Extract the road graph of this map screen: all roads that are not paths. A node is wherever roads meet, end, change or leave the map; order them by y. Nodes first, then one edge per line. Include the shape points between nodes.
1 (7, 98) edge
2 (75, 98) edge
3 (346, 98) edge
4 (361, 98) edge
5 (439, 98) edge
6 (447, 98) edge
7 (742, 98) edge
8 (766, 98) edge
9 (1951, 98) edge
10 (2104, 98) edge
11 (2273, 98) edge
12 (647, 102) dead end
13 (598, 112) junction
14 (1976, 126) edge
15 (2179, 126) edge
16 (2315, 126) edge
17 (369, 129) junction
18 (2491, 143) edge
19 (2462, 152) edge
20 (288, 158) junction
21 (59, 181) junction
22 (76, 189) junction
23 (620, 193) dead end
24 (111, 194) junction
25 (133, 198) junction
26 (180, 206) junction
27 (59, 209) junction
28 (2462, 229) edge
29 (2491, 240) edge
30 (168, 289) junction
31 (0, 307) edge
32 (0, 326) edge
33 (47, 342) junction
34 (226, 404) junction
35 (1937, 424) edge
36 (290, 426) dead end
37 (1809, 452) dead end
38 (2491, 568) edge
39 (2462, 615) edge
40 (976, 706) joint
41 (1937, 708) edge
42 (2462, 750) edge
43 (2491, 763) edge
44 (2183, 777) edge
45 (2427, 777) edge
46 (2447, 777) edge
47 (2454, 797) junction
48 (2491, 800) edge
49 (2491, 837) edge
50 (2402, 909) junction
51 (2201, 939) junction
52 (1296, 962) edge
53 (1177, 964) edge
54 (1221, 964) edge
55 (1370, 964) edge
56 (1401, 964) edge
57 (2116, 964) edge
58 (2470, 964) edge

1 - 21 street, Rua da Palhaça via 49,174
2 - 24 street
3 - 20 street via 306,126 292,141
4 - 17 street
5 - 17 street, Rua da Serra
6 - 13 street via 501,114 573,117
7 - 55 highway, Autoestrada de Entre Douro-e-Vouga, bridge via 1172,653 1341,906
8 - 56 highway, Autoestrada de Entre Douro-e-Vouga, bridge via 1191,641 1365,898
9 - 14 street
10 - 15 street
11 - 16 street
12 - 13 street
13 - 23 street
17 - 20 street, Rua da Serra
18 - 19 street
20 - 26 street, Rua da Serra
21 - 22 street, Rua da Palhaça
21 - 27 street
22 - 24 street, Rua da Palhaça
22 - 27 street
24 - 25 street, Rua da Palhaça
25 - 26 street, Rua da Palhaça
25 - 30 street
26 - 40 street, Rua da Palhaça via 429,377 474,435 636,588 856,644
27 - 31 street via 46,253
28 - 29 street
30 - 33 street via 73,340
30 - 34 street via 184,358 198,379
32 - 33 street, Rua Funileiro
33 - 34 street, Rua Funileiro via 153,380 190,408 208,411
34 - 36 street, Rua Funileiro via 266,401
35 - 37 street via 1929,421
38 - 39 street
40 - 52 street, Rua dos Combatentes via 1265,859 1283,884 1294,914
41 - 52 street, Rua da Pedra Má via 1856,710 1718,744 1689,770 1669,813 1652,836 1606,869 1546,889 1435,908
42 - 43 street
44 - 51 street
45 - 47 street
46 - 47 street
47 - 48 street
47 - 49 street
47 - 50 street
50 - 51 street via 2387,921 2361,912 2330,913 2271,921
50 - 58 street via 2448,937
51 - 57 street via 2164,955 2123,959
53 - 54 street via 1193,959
* * *
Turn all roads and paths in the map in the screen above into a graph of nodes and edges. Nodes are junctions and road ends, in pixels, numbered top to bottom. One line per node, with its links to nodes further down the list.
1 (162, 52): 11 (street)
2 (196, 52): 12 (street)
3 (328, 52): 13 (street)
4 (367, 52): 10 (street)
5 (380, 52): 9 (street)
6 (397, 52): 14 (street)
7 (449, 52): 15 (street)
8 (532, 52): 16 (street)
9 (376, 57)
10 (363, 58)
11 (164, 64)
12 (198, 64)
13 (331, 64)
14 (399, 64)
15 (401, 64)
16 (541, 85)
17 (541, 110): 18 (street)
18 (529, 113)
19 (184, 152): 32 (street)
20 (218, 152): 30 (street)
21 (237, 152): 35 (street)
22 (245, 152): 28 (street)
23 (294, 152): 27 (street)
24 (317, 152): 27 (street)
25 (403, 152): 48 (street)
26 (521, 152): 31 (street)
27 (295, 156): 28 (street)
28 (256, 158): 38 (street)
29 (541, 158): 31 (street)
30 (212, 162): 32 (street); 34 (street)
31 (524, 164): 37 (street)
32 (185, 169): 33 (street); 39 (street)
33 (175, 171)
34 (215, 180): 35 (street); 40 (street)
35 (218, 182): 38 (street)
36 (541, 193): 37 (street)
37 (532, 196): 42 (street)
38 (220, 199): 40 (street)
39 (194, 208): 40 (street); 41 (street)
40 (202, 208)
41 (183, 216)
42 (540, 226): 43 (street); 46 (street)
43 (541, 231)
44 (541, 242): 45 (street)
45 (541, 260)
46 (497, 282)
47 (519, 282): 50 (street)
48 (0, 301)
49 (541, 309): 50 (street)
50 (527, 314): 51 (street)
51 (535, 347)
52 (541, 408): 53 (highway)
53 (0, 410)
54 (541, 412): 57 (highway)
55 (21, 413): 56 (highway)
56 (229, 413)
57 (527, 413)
* * *
#### TASK PROMPT
Say how many lines above contain the string "Vouga", writing only the number.

#### EXERCISE RESPONSE
2